THE MESSAGE OF THE GOLDEN PHOENIX
For those of us who grew up before the inception of “real time” (and its nevermentioned dark twin “fake time”), the old myths still have a way of coming into life when you least expect them, like the other afternoon when I was folding my underwear. Generally not a mythic moment, but things stopped being “general” when I moved here.
Actually the whole episode had started that morning, when I was opening an upstairs window to let in more of this luscious new air and saw The Lord of the Entire Moment strutting nobly, iridescent chest out, along the King’s Way (past my woodpile) as though tossing gold coins to imaginary mobs of worshipful subjects lining the path to my compost heap.
Royalty can, as we know, be oblivious to reality, though I wasn't thinking about that at the time, I was thinking Wow, he looks like he’s been prepped for something big, is he ever sleek, and in magnificent array-- but why is he just wandering aimlessly around his personal mountain gardens, to a small portion of which I happen to hold a mere paper deed?
Not long after that, as the revelation unwound, from a back window upstairs where I was addressing said underwear, I saw, I swear, emerging from the forest, a shimmering Golden Phoenix illumined by the sun, the shining presence strolling nonchalantly, yet with supreme grace, out into the light as if to greet the world with revelations worthy only of a gleaming Golden Phoenix.

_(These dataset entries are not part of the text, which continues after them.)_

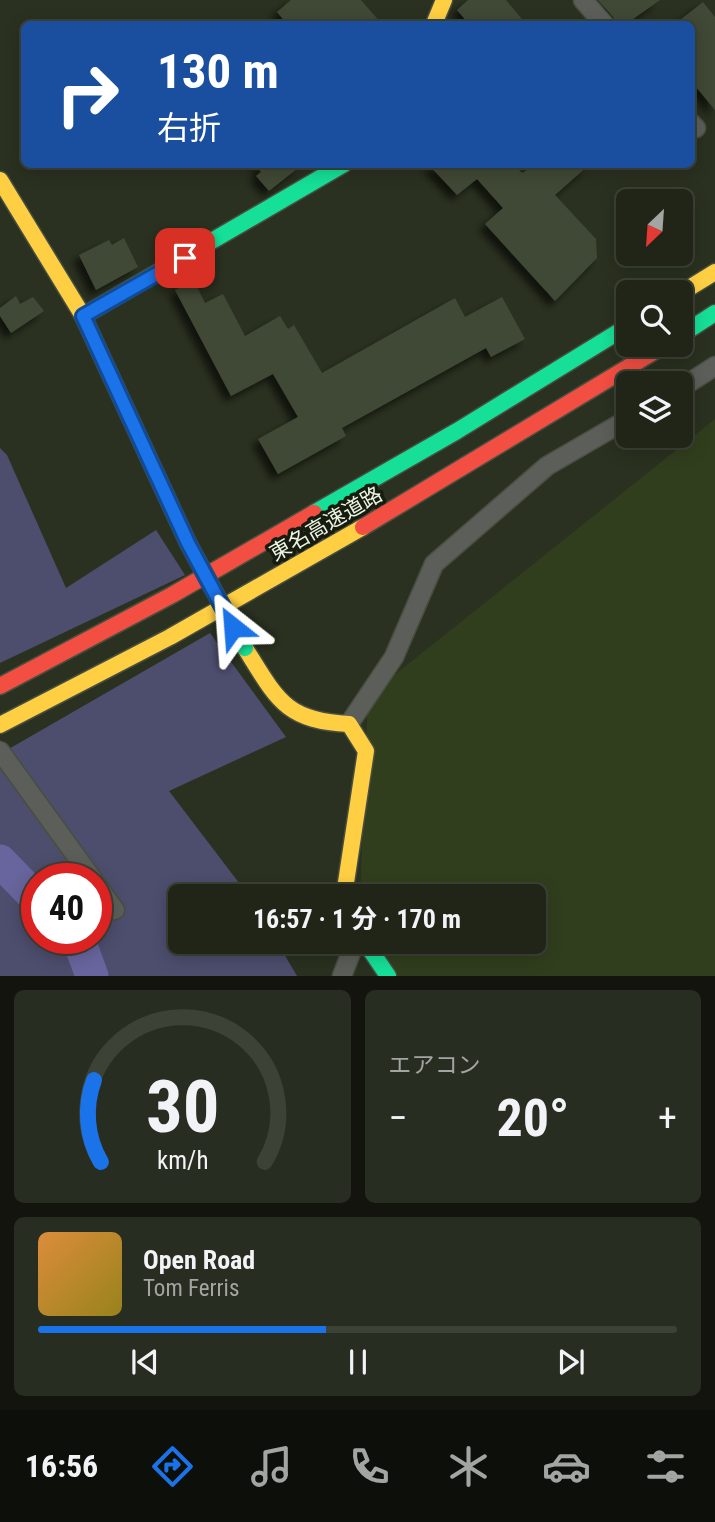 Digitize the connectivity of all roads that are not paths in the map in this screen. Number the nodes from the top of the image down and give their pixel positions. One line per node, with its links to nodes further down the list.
1 (444, 0): 3 (main road)
2 (583, 0): 4 (street)
3 (435, 21)
4 (601, 21)
5 (337, 168): 10 (main road)
6 (0, 180): 10 (main road)
7 (715, 272): 8 (main road)
8 (693, 286)
9 (715, 313): 11 (main road)
10 (83, 316): 19 (main road, bridge)
11 (693, 327)
12 (616, 333): 17 (main road, 東名高速道路)
13 (645, 357): 18 (main road, 東名高速道路)
14 (715, 366): 15 (street)
15 (693, 380)
16 (616, 426): 19 (street)
17 (0, 686)
18 (0, 724)
19 (349, 724): 22 (main road)
20 (0, 751): 21 (street)
21 (81, 863)
22 (346, 884)
23 (112, 906): 24 (street)
24 (115, 910)
25 (350, 954): 27 (street)
26 (373, 954): 28 (main road)
27 (342, 976)
28 (388, 976)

This was way bigger than my underwear.
I was facing west, so the sun was fully in my eyes, making the phoenix a golden silhouette with a such blinding aura that I couldn't tell what kind of creature it was, other than that it was alive, but since it was a phoenix it had to be a bird-- one can be pretty convinced even at the edge of a myth, and this was a myth, right?

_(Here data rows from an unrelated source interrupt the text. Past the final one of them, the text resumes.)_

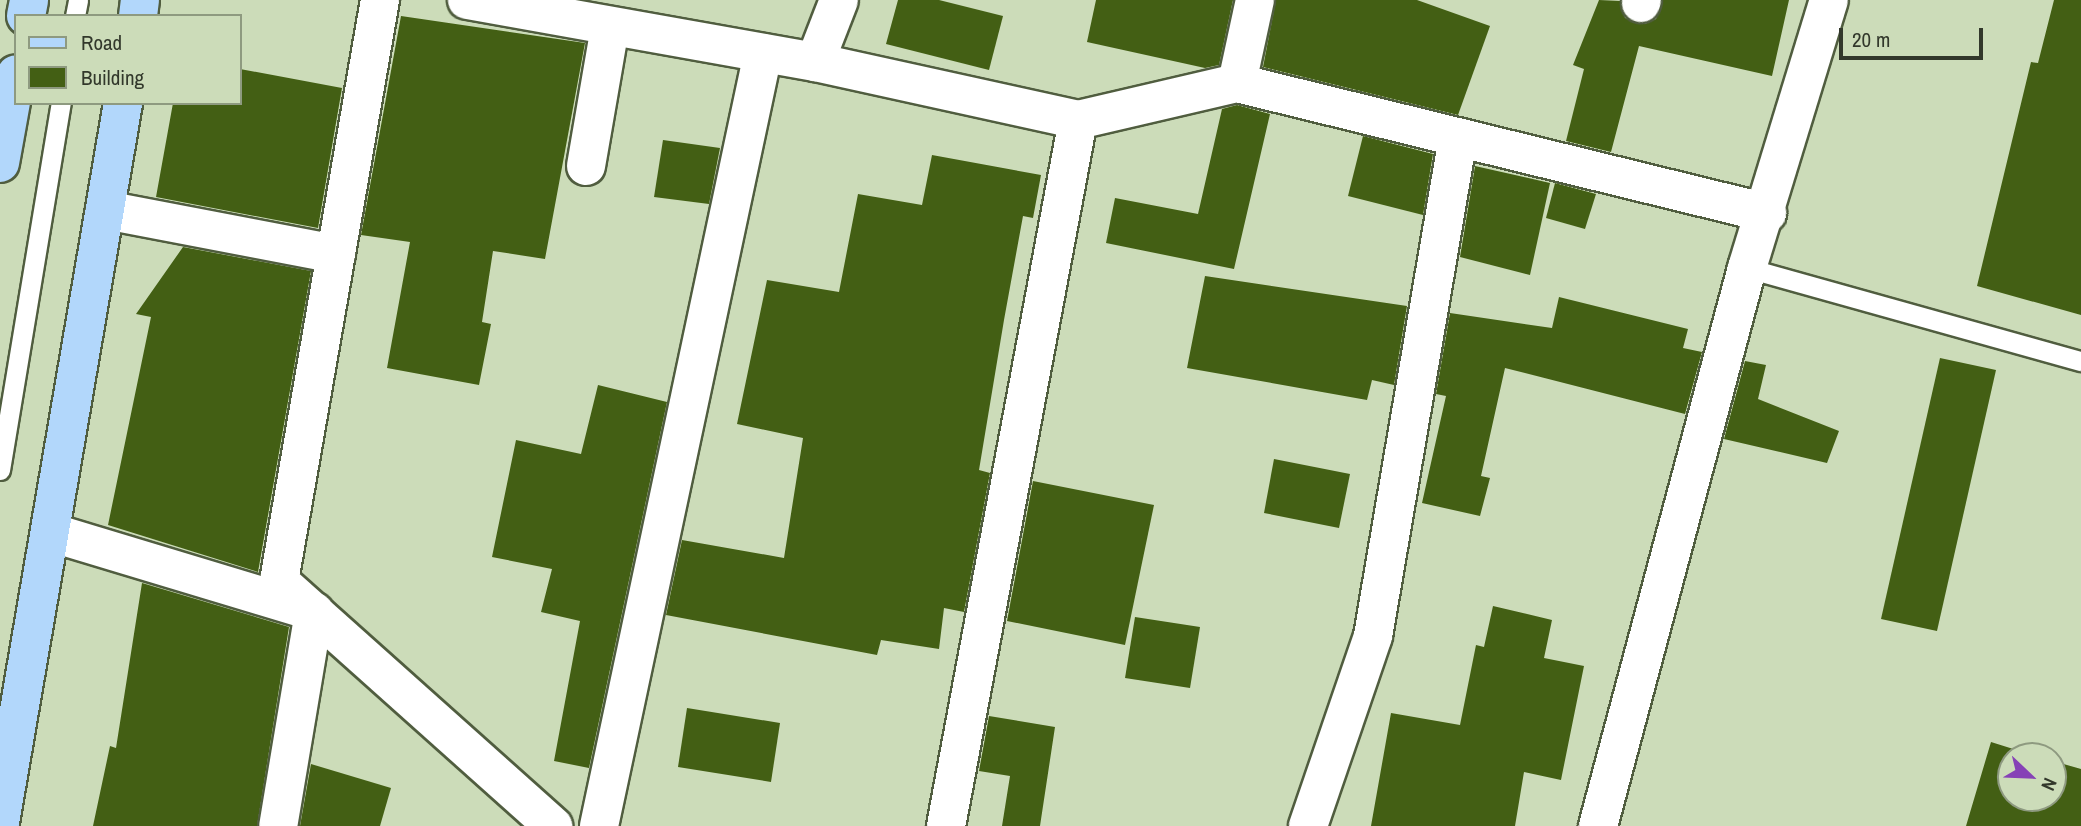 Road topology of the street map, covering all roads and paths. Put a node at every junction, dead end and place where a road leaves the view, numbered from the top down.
1 (380, 0) edge
2 (467, 0) edge
3 (839, 0) edge
4 (1255, 0) edge
5 (1829, 0) edge
6 (610, 27) junction
7 (763, 53) junction
8 (815, 62) junction
9 (1237, 83) junction
10 (14, 85) edge
11 (61, 105) edge
12 (123, 105) edge
13 (1079, 120) junction
14 (1458, 138) junction
15 (0, 163) edge
16 (586, 166) dead end
17 (105, 209) junction
18 (1767, 213) junction
19 (336, 254) junction
20 (1747, 268) junction
21 (2081, 361) edge
22 (0, 470) edge
23 (53, 533) junction
24 (314, 612) junction
25 (0, 822) edge
26 (278, 826) edge
27 (553, 826) edge
28 (599, 826) edge
29 (946, 826) edge
30 (1308, 826) edge
31 (1598, 826) edge

1 - 19 street
2 - 6 street
3 - 8 street
4 - 9 street
5 - 18 street
6 - 7 street
6 - 16 street
7 - 8 street
7 - 28 street
8 - 13 street
9 - 13 street
9 - 14 street
10 - 15 main road
11 - 22 lane
12 - 17 main road
13 - 29 street
14 - 18 street
14 - 30 street
17 - 19 street
17 - 23 main road
18 - 20 street
19 - 24 street
20 - 21 lane
20 - 31 street
23 - 24 street
23 - 25 main road
24 - 26 street
24 - 27 street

The presence came stepping nobly out of the dark woods like a good myth might, the brightest of light right out of the dark, lowdown and streamlined, rich with mythos, bearing a spiritual message... The truth came following closely a few seconds later when also came His Noble Self himself - long live the Lord of the Mountain - now just plain loping along, lusting after what must be, I realized, a vavavoom Marilyn-Ava-Rita blend of young hen pheasant, making the absolute most of the moment and its ambient light, who now did a fast u-turn and ran squawking back into the forest, barely managing to stay out of his lordship’s beaky reach and lusty clutches as she disappeared into the dimness, heavy-breathing nobility hot on her heels.
Then I noticed that the forest floor and meadow ground all around was alive with bouncing birds of several kinds, including numerous thrushes tossing leaves aside while ogling each other, as the the King and his on-and-off consort continued running in and out of the woods while a warbler trilled somewhere with all his heart, and I finally got what Spring was trying to say.